Response to Motion to Dismiss by Mr. Donner, counsel for Appellant Dan Edwards: Argument that action is an election contest, contesting Appellee Neuse’s qualifi*305cations to vote on quorum court district boundaries (T-94 and T-95).

Appellant’s abstract page 9. From the foregoing quotation, it is impossible for us to know the particular basis of appellant’s argument that appellee Neuse was disqualified. Thus, we are faced with an abstract that does not tell us anything about the arguments raised below or the trial court’s rulings thereon.

Ark. Sup. Ct. R. 9(e)(1) states that if an appellee considers an abstract to be deficient, he or she may elect to cure the deficiency by submitting a supplemental abstract. This is not a mandatory requirement. However, it is interesting to note that four of the seven briefs filed in this appeal presented the various attorneys with opportunities to supply us with a sufficient abstract, yet no such opportunity was taken.
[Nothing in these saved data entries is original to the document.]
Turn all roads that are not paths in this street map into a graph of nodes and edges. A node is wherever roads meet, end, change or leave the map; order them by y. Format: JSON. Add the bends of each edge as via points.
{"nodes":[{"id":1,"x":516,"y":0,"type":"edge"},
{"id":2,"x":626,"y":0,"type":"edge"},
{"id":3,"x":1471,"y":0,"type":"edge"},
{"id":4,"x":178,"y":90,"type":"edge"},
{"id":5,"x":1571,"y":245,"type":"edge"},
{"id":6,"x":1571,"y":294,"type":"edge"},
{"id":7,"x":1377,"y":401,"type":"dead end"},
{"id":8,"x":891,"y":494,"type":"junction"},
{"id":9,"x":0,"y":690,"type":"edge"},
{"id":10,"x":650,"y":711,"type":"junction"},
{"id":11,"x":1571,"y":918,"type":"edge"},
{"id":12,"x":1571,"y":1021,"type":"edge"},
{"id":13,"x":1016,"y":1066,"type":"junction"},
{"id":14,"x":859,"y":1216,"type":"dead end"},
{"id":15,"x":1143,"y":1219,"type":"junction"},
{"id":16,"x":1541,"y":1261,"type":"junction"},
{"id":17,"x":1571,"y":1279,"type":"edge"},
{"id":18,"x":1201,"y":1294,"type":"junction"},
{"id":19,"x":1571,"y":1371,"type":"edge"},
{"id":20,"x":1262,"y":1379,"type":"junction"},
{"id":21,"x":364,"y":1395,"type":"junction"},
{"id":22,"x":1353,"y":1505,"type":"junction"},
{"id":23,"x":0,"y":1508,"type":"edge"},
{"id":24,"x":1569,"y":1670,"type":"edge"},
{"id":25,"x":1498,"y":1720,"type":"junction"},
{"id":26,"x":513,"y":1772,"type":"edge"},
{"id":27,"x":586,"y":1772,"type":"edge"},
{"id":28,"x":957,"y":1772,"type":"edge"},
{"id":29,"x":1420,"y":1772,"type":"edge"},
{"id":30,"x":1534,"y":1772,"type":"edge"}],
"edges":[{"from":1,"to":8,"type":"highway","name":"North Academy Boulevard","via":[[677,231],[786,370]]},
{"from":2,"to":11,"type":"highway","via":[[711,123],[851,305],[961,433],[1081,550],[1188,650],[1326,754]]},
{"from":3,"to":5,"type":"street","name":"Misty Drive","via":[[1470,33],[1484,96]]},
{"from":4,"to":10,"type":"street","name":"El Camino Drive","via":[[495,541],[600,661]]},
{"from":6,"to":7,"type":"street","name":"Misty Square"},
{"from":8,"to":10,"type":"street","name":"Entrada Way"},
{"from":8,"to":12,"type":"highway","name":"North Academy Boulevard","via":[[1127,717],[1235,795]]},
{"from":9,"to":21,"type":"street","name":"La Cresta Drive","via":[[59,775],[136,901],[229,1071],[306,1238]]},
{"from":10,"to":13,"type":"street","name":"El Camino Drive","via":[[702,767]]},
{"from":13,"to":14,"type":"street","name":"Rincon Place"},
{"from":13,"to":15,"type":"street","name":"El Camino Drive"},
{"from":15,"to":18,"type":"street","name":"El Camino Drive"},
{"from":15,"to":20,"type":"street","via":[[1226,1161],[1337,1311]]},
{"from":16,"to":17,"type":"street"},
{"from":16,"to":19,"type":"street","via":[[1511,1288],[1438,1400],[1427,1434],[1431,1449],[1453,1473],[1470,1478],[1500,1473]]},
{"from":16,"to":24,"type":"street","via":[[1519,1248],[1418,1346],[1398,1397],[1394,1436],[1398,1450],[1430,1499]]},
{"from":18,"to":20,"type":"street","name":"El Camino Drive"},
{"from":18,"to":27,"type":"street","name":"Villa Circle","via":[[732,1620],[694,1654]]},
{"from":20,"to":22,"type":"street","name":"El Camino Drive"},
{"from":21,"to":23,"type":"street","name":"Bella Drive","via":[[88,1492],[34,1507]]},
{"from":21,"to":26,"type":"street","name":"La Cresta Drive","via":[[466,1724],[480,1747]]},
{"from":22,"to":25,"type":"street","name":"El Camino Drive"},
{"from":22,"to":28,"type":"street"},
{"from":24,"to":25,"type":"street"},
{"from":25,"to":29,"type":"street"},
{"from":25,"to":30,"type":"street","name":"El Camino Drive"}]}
Regardless of whether an appellee calls a deficient abstract to our attention, it is a matter we consider when the case is submitted on the merits. Ark. Sup. Ct. R. 9(e) (2). We have the option of affirming the appeal for non-compliance with Rule 9, or if we consider affirmance to be unduly harsh, we may order the parties to re-brief the case. Id. In this particular case, information about the proceedings below is sketchy at best. Based on the. extremely limited information we have before us, it appears that appellant’s claim has no merit. Therefore, we consider an affirmance for failure to comply with Rule 9 not to be unduly harsh in this case.

Appellees Ray and Serebrov add three additional points on cross-appeal. However, neither appellant’s abstract nor appellees’ supplemental abstract indicate that appellees Ray and Serebrov filed a notice of cross-appeal. Moreover, we are informed the transcript does not indicate that a notice of cross-appeal was ever filed. As appellees Ray and Serebrov seek affirmative relief and have failed to file the requisite notice of cross-appeal, we dismiss their cross-appeal. Pledger v. Illinois Tool Works, Inc., 306 Ark. 134, 812 S.W.2d 101, cert. denied, 112 S. Ct. 418 (1991); Brown v. Minor, 305 Ark. 556, 810 S.W.2d 334 (1991); Ark. R. App. P. 3(d).

Affirmed on direct appeal; dismissed on cross-appeal.